Не знаю, что я такое сказал,  в чем прокололся, может, на медичку стал слишком откровенно поглядывать, но вдруг он мне говорит:
- Слушай, Петрович, у тебя нет никаких перспектив, я тебя раскусил. Облом, понимаешь, полный облом! Деньги-то у тебя есть, а вот душа у тебя такая же рваная, как твои трикошные штаны. Твой Север - блеф, но ты расписал, будь здоров! Понимаешь, мы молоды, у нас еще все впереди. Ты не смотри, что я такой нескладный, нищий. У нас, понимаешь, семья. А ты - чужой! Не лезь, езжай отсюда. Я сам здесь на ноги встану, а ты и там долго не простоишь.
А сероглазая молчит, да так, что понятно – мужа  поддерживает. Эх, плакали все мои ухаживания, плакали мои денежки! Вот так я и обманулся на беззащитных серых глазах. Подумать только, она, оказывается, любит это недоразумение?!

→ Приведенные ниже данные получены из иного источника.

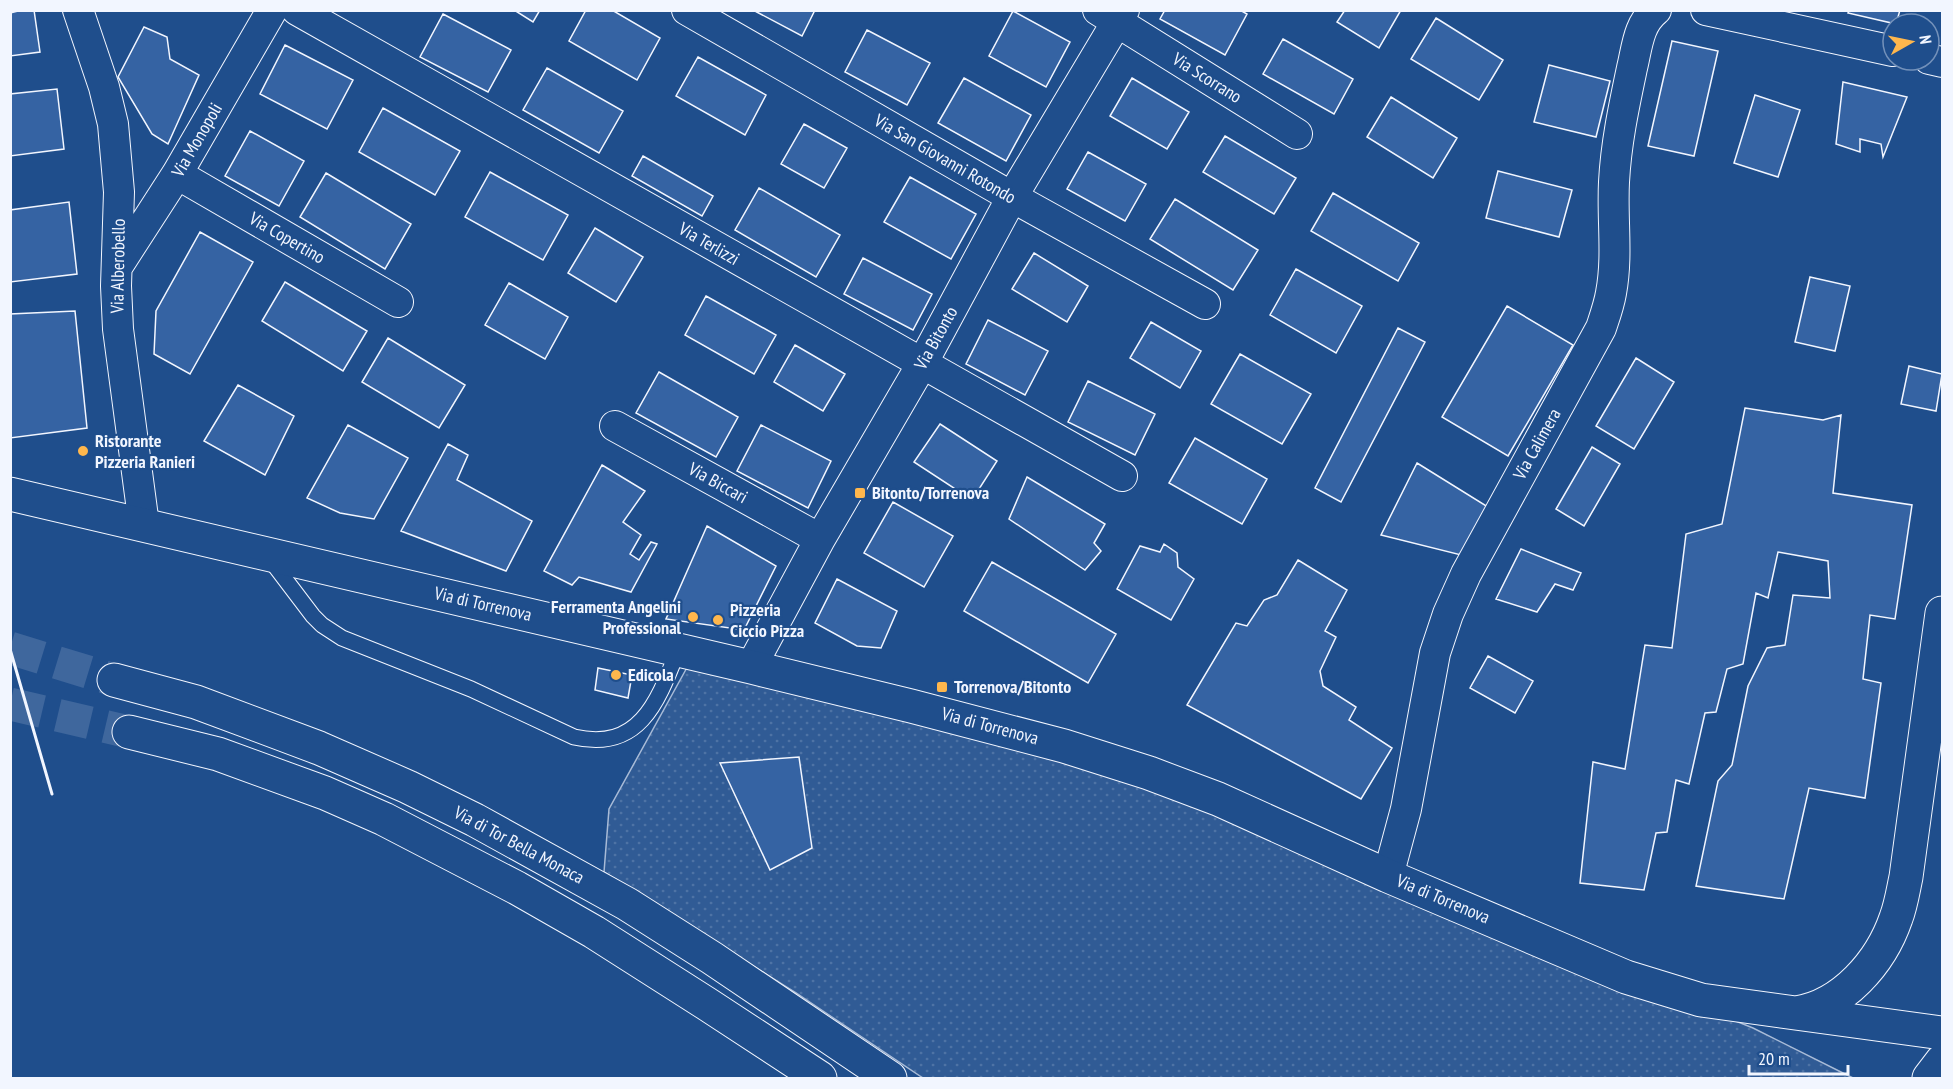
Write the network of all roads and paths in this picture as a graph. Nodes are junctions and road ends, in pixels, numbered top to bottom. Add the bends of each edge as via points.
1 (78, 10) edge
2 (272, 10) edge
3 (297, 10) edge
4 (687, 10) edge
5 (1656, 10) edge
6 (1706, 10) edge
7 (1113, 14) edge
8 (1881, 48) edge
9 (1297, 134) dead end
10 (177, 174) junction
11 (1012, 197) junction
12 (117, 267) junction
13 (398, 302) dead end
14 (1205, 304) dead end
15 (922, 364) junction
16 (615, 426) dead end
17 (1122, 476) dead end
18 (10, 494) edge
19 (144, 525) junction
20 (820, 539) junction
21 (266, 553) junction
22 (1942, 613) edge
23 (678, 650) junction
24 (750, 667) junction
25 (114, 680) tunnel mouth
26 (129, 732) tunnel mouth
27 (1388, 876) junction
28 (1791, 1014) junction
29 (1942, 1034) edge
30 (1942, 1061) edge
31 (820, 1078) edge
32 (890, 1078) edge
33 (1929, 1078) edge

1 - 12 street, Via Alberobello via 113,124 119,192
2 - 10 street, Via Monopoli
3 - 15 street, Via Terlizzi
4 - 11 street, Via San Giovanni Rotondo
5 - 27 street, Via Calimera via 1640,34 1621,122 1614,179 1613,280 1606,312 1445,620
6 - 8 street
7 - 9 street, Via Scorrano
7 - 11 street, Via Bitonto
10 - 12 street, Via Monopoli
10 - 13 street, Via Copertino
11 - 14 street, Via San Giovanni Rotondo
11 - 15 street, Via Bitonto
12 - 19 street, Via Alberobello via 119,347
15 - 17 street, Via Terlizzi
15 - 20 street, Via Bitonto
16 - 20 street, Via Biccari
18 - 19 street, Via di Torrenova
19 - 21 street, Via di Torrenova
20 - 24 street, Via Bitonto
21 - 23 street, Via di Torrenova
21 - 23 lane via 313,616 342,638 471,689 574,737 598,741 622,735 641,722 657,699
22 - 28 street via 1906,877 1896,918 1884,946 1850,986 1816,1009
23 - 24 street, Via di Torrenova
24 - 27 street, Via di Torrenova via 1124,764 1218,799
25 - 32 street, Via di Tor Bella Monaca via 196,702 319,748 475,820 627,904
26 - 31 street via 228,757 384,819 594,932
27 - 28 street, Via di Torrenova via 1626,977 1701,1000
28 - 29 street, Via di Torrenova
30 - 33 street

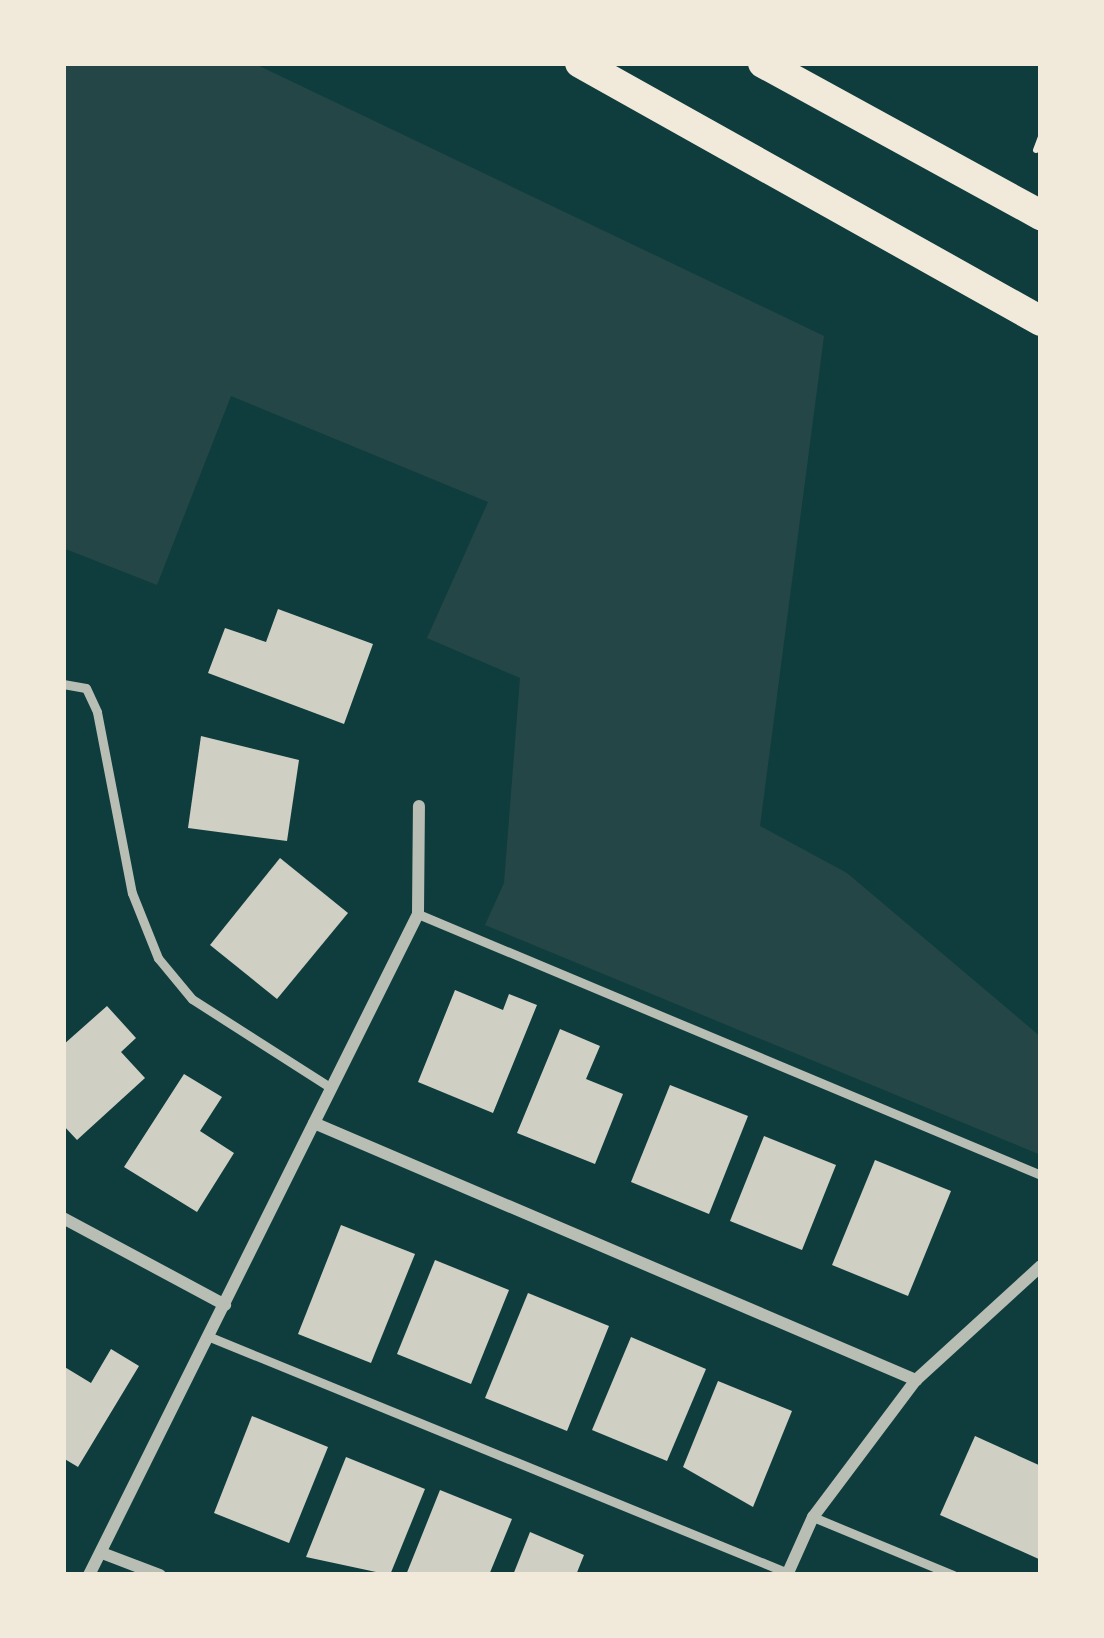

Он, даже не качаясь, проводил меня до КАМАЗа. Я ему говорю: мол, жалко мне его, бедолагу. Он улыбается в ответ и говорит, что ему меня  жальчее.
Петрович запахнул  меховую жилетку, прикрыл татуировку под правой ключицей. КАМАЗ пожирал километр за километром, удаляясь от этого позорного города.
- Не понять мне этих интеллигентов: зад голый, а гонору - выше крыши. Могла бы как сыр в масле кататься, а ей душу подавай да понимание. Говорю же, бабы - дуры!
Наконец сон сморил Петровича. А снились ему розы. Они наливали полные граненые стаканы армянского коньяку, выпивали залпом и орали:
- Петрович! Нам тебя жальчее жалко, Петрович!